Station owner Gary cocola of Fresno pounded his fist into his palm, over and over, telling entrepreneurship students Friday how he got into business.

"I kept hitting the wall, hitting the wall, hitting the wall," said Cocola, owner of Cocola Broadcasting.

This is what you have to do, said Cocola, entrepreneur in residence this week in the program run by California State University, Fresno. He said later that he donated 30 to 40 hours to tell students how you do it, at least what you have to go through to become your own man or woman, a capitalist, an entrepreneur with something to sell.

Cocola Broadcasting now operates 20 stations, 19 of them low power, and the other, KGMC, Channel 43, a Fresno UHF station.

Cocola first got into television as a 17-year-old in 1957, broadcasting live in black and white in Fresno television's fledgling days. Before he knew it, he said, he was recognized as, "a local minicelebrity."
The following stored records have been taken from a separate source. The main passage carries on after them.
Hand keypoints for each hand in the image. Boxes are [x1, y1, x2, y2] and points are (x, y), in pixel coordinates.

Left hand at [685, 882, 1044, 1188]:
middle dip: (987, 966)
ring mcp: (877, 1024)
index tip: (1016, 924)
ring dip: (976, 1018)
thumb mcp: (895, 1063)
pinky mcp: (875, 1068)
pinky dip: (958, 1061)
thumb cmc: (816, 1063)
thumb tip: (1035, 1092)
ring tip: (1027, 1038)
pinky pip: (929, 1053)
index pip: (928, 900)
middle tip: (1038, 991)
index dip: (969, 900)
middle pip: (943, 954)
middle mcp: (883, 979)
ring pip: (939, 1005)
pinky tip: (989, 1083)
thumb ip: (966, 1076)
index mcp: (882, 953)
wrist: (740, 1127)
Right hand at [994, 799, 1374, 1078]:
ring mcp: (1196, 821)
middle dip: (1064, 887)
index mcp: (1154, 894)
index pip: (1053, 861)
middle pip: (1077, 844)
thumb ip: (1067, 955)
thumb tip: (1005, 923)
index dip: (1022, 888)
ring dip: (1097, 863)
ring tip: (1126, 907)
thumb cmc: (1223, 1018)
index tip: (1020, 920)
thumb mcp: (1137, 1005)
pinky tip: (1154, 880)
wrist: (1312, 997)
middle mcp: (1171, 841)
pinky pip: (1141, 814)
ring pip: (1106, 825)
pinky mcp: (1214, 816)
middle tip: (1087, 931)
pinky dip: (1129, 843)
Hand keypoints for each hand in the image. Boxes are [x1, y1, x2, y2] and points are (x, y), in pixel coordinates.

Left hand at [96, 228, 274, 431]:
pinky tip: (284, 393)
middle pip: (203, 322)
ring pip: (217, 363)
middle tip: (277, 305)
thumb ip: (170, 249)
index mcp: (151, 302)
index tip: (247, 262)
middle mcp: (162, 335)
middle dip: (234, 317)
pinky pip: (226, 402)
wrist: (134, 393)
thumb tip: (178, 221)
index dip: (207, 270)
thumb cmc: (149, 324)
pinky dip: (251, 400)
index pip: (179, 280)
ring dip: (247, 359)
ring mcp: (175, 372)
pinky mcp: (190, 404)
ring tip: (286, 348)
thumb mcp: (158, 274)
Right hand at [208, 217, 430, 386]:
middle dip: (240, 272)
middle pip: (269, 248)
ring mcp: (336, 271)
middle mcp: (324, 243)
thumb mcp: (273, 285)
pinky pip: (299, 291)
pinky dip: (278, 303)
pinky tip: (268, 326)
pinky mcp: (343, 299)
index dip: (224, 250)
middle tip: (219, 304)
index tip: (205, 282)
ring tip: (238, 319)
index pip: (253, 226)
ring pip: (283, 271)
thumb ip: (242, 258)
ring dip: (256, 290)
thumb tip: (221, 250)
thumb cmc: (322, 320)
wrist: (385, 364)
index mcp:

He checked into a television career but went instead into the produce business. He discovered something he didn't like about it: everything.

"Everybody in the produce business is having a bad day every day," he said.

Peaches decay. Prices aren't right. Shipments arrive late.

The solution? Do something you enjoy every day.

So it was back to television just short of his 40th birthday. He got his Federal Communications Commision permit. He met with a 350-pound Las Vegas hotel owner about financing but decided to look elsewhere.

"I thought, 'Oh my God. If he gave me the money, I would have been in partnership with Tony Soprano.'... So I hocked everything I had," he said, "but I had a piece of paper that said I could build a TV station."

Bankers said this was too risky, he told students, but he got his start-up money plus a mentor, Paul Bartlett, longtime Fresno broadcasting and railroad expert.

He also devised a broadcasting formula he thought would work.

He went on the air in July 1985. The rest is success.

Now he's into Internet business as well.

Cocola donated this week to students because he wanted to give back to his community, Fresno.

His parting words to students:

"You are here today because you are in a business or want to start."

"You must persevere. Keep hitting the brick wall. Maybe you will find a crack."